▶ _Task details_
Look below for the line with "pinky tip: (448, 422)" and the line with "index pip: (149, 169)"; repeat exactly those two lines and all lines between them, but no pictures.

── Available records

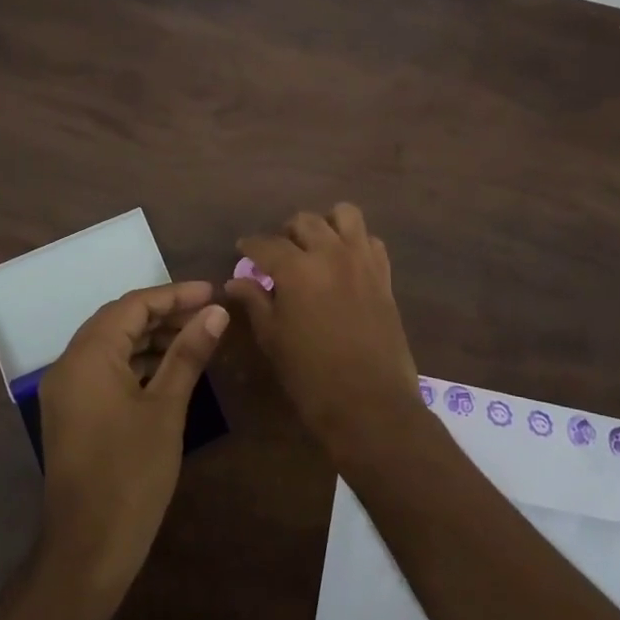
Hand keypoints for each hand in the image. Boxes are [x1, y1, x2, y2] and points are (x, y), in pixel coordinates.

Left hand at [36, 281, 227, 596]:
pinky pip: (104, 370)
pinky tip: (169, 370)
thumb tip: (216, 312)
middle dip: (164, 313)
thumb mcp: (166, 408)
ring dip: (151, 338)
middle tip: (208, 314)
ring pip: (111, 345)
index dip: (175, 295)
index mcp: (88, 355)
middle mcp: (69, 364)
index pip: (133, 305)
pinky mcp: (71, 412)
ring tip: (196, 339)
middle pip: (119, 321)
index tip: (213, 292)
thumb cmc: (132, 474)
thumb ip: (188, 353)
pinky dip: (136, 363)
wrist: (88, 549)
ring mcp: (66, 390)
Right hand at [223, 204, 421, 454]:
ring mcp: (362, 261)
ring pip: (344, 215)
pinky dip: (355, 242)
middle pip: (305, 221)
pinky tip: (345, 263)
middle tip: (278, 255)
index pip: (266, 244)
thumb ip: (254, 302)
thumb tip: (236, 281)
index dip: (250, 245)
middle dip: (286, 233)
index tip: (242, 250)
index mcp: (296, 268)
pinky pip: (371, 241)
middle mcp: (330, 253)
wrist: (370, 404)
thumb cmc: (311, 376)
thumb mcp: (273, 339)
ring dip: (326, 225)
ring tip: (315, 248)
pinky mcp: (384, 276)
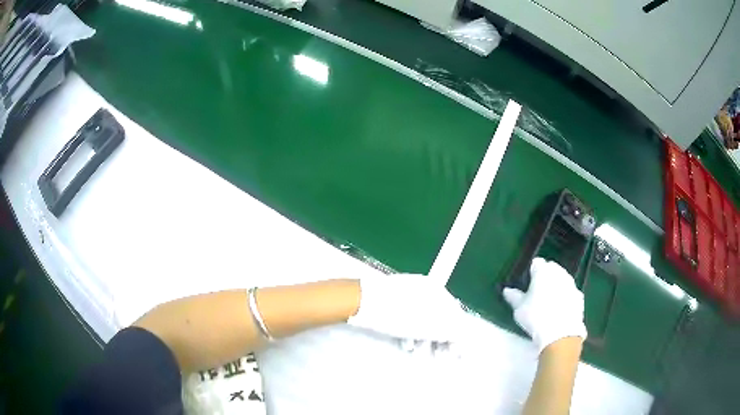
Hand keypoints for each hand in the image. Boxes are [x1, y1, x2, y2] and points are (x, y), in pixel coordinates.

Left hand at [348, 274, 483, 342]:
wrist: (360, 302)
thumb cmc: (399, 315)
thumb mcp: (431, 325)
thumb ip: (452, 330)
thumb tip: (464, 336)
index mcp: (436, 290)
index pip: (455, 314)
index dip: (458, 336)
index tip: (457, 354)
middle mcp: (424, 289)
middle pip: (438, 318)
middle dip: (440, 340)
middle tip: (440, 357)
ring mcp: (406, 294)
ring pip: (422, 320)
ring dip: (425, 339)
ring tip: (418, 352)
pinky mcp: (391, 302)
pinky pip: (408, 318)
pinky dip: (410, 332)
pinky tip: (405, 344)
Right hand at [503, 258, 586, 353]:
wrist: (561, 333)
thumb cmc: (536, 317)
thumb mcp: (519, 309)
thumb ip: (514, 297)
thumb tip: (507, 290)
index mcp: (543, 272)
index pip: (537, 263)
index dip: (532, 271)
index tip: (527, 283)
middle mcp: (559, 273)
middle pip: (552, 268)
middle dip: (546, 275)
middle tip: (537, 291)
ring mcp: (571, 284)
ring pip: (562, 279)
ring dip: (556, 285)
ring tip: (548, 301)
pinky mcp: (579, 296)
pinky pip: (570, 292)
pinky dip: (565, 296)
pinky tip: (559, 309)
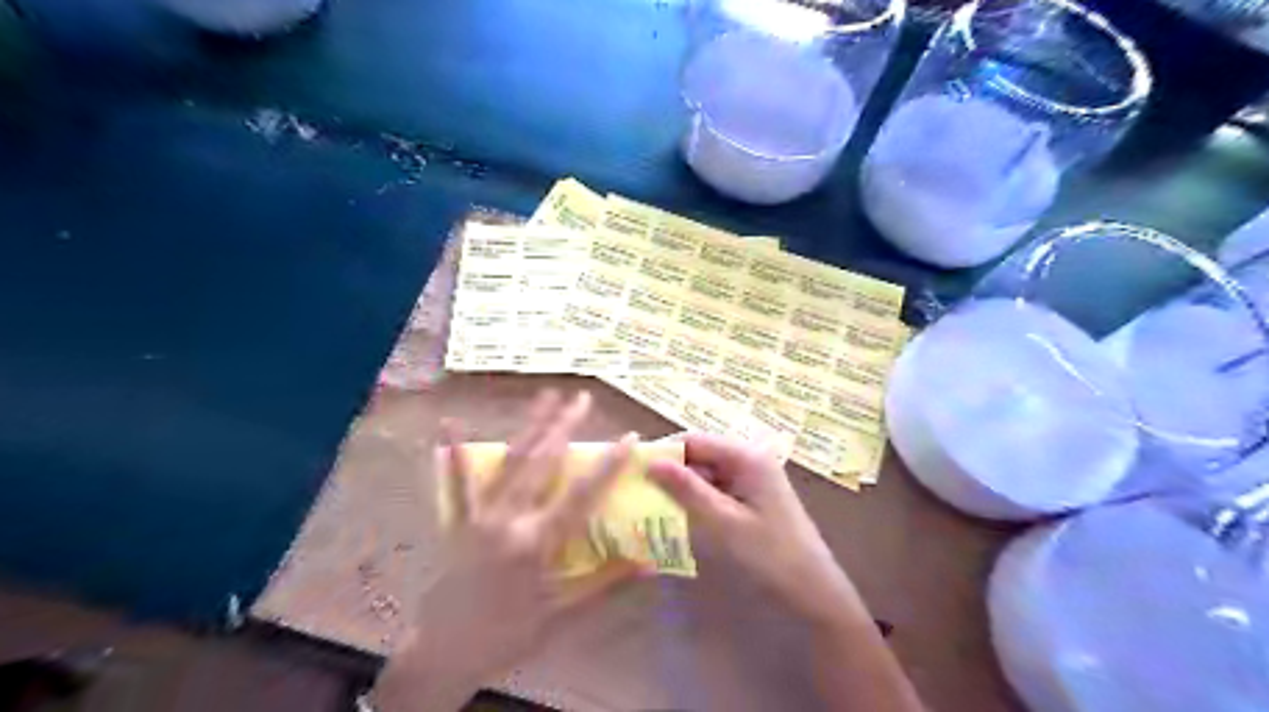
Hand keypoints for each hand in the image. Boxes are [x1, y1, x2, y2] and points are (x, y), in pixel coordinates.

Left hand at [374, 391, 639, 709]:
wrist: (444, 653)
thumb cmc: (509, 635)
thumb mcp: (562, 615)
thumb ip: (606, 586)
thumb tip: (647, 565)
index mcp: (538, 542)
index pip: (581, 495)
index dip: (608, 464)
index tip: (629, 437)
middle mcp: (509, 519)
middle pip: (543, 463)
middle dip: (565, 427)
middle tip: (583, 398)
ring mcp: (479, 515)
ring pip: (510, 462)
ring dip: (530, 426)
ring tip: (546, 395)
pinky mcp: (457, 520)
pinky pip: (456, 481)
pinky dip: (454, 451)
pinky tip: (448, 422)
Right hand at [654, 434, 861, 627]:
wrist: (813, 590)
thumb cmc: (770, 554)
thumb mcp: (723, 522)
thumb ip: (687, 490)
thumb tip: (651, 462)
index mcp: (746, 456)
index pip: (694, 440)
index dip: (664, 452)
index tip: (634, 470)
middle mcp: (749, 458)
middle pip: (700, 454)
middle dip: (672, 471)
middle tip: (640, 491)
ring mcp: (751, 477)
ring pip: (706, 472)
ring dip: (683, 486)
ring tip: (652, 505)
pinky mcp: (751, 496)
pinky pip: (717, 488)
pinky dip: (698, 498)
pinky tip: (680, 515)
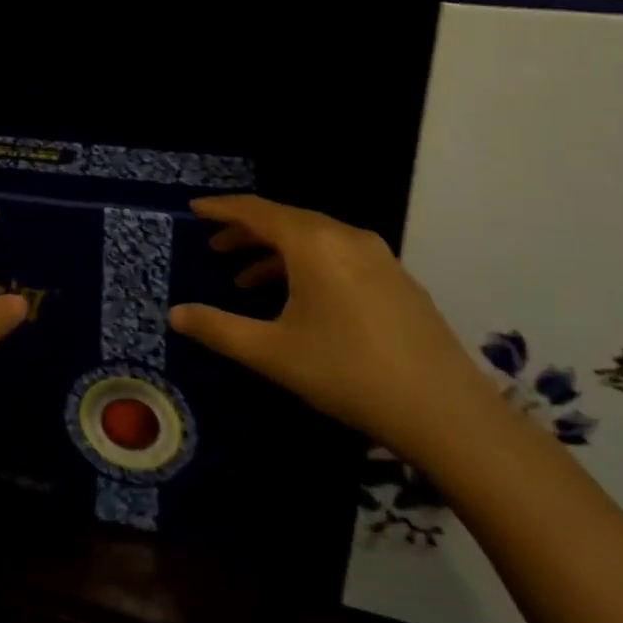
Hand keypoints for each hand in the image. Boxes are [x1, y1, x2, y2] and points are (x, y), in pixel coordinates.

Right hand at [171, 195, 488, 455]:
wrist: (446, 412)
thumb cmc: (347, 372)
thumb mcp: (272, 352)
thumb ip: (218, 328)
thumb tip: (175, 313)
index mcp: (313, 243)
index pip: (256, 211)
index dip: (222, 209)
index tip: (195, 210)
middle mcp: (346, 237)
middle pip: (285, 221)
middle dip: (246, 233)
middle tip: (215, 249)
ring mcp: (378, 257)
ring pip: (314, 240)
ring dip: (275, 253)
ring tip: (246, 282)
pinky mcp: (397, 280)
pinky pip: (338, 256)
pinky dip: (306, 266)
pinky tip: (299, 300)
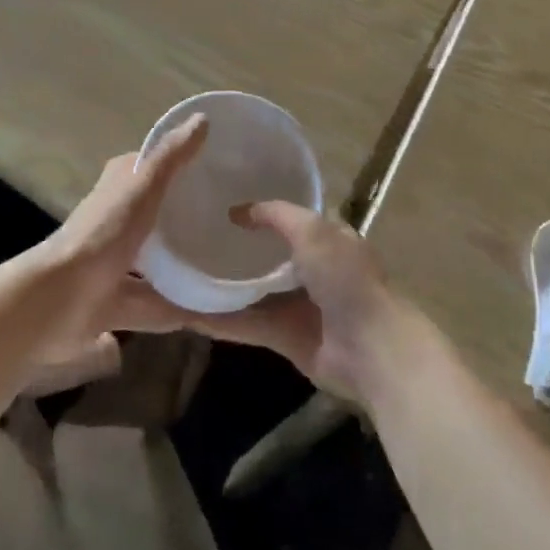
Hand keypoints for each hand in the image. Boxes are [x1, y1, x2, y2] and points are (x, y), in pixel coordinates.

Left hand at [22, 115, 207, 381]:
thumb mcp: (142, 187)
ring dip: (186, 268)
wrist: (60, 300)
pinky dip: (184, 309)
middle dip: (186, 218)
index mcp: (117, 190)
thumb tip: (202, 119)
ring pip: (157, 264)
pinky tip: (217, 312)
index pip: (149, 169)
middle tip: (230, 219)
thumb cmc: (103, 234)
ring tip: (231, 268)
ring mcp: (115, 267)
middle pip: (155, 216)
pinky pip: (158, 306)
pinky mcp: (118, 305)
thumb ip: (171, 157)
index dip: (178, 164)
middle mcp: (115, 224)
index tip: (216, 166)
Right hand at [188, 202, 406, 402]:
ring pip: (251, 291)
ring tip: (180, 274)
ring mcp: (296, 304)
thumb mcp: (313, 231)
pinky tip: (185, 314)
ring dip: (221, 286)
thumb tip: (239, 211)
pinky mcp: (284, 337)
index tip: (222, 201)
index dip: (260, 209)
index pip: (288, 217)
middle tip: (192, 235)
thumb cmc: (345, 278)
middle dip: (235, 248)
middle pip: (266, 255)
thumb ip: (276, 216)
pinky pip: (246, 324)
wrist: (369, 348)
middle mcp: (310, 269)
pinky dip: (219, 320)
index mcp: (325, 238)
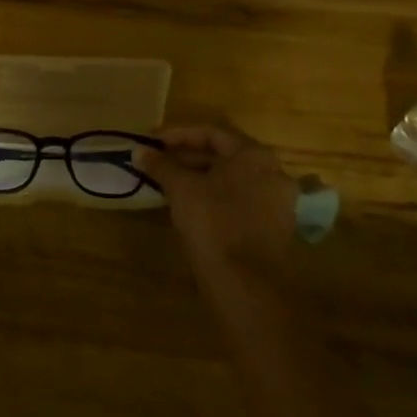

────

▶ _Solution below_
pinky tip: (448, 422)
Right hand at [654, 434, 861, 627]:
wrist: (813, 590)
thumb cmc: (770, 554)
thumb mcp: (723, 522)
thumb ip: (687, 490)
thumb tip: (651, 462)
index mcp: (746, 456)
index pip: (694, 440)
index dip: (664, 452)
index tip: (634, 470)
middle mcp: (749, 458)
middle pip: (700, 454)
middle dip: (672, 471)
middle tip: (640, 491)
ring mcp: (751, 477)
ring pip: (706, 472)
ring dip: (683, 486)
ring tip: (652, 505)
pinky mcp: (751, 496)
pinky pip: (717, 488)
pinky dip: (698, 498)
pinky tip: (680, 515)
Hand keypoints for each hand in the image. Boxes are [x1, y1, x2, y2] and points are (x, y), in pixel coordinates.

Right hand at [171, 195, 488, 455]:
wrist: (446, 412)
thumb cmc: (347, 372)
thumb mcp: (272, 352)
thumb ip: (218, 328)
thumb tip: (175, 313)
index mcp: (313, 243)
index pip: (256, 211)
index dip: (222, 209)
index tip: (195, 210)
middle mcp: (346, 237)
middle pip: (285, 221)
middle dip: (246, 233)
middle tip: (215, 249)
ring mcp: (378, 257)
ring pip: (314, 240)
ring dip: (275, 253)
ring tip: (246, 282)
pinky mcp: (397, 280)
pinky pip: (338, 256)
pinky dip: (306, 266)
pinky tip: (299, 300)
Hand keypoints for each hand in the image. Boxes are [x1, y1, x2, y2] and points are (x, y), in pixel coordinates.

Left hand at [22, 115, 207, 381]:
thumb mcp: (142, 187)
ring dip: (186, 268)
wrist: (60, 300)
pinky dip: (184, 309)
middle dip: (186, 218)
index mcp: (117, 190)
thumb tip: (202, 119)
ring pip: (157, 264)
pinky tip: (217, 312)
index pip: (149, 169)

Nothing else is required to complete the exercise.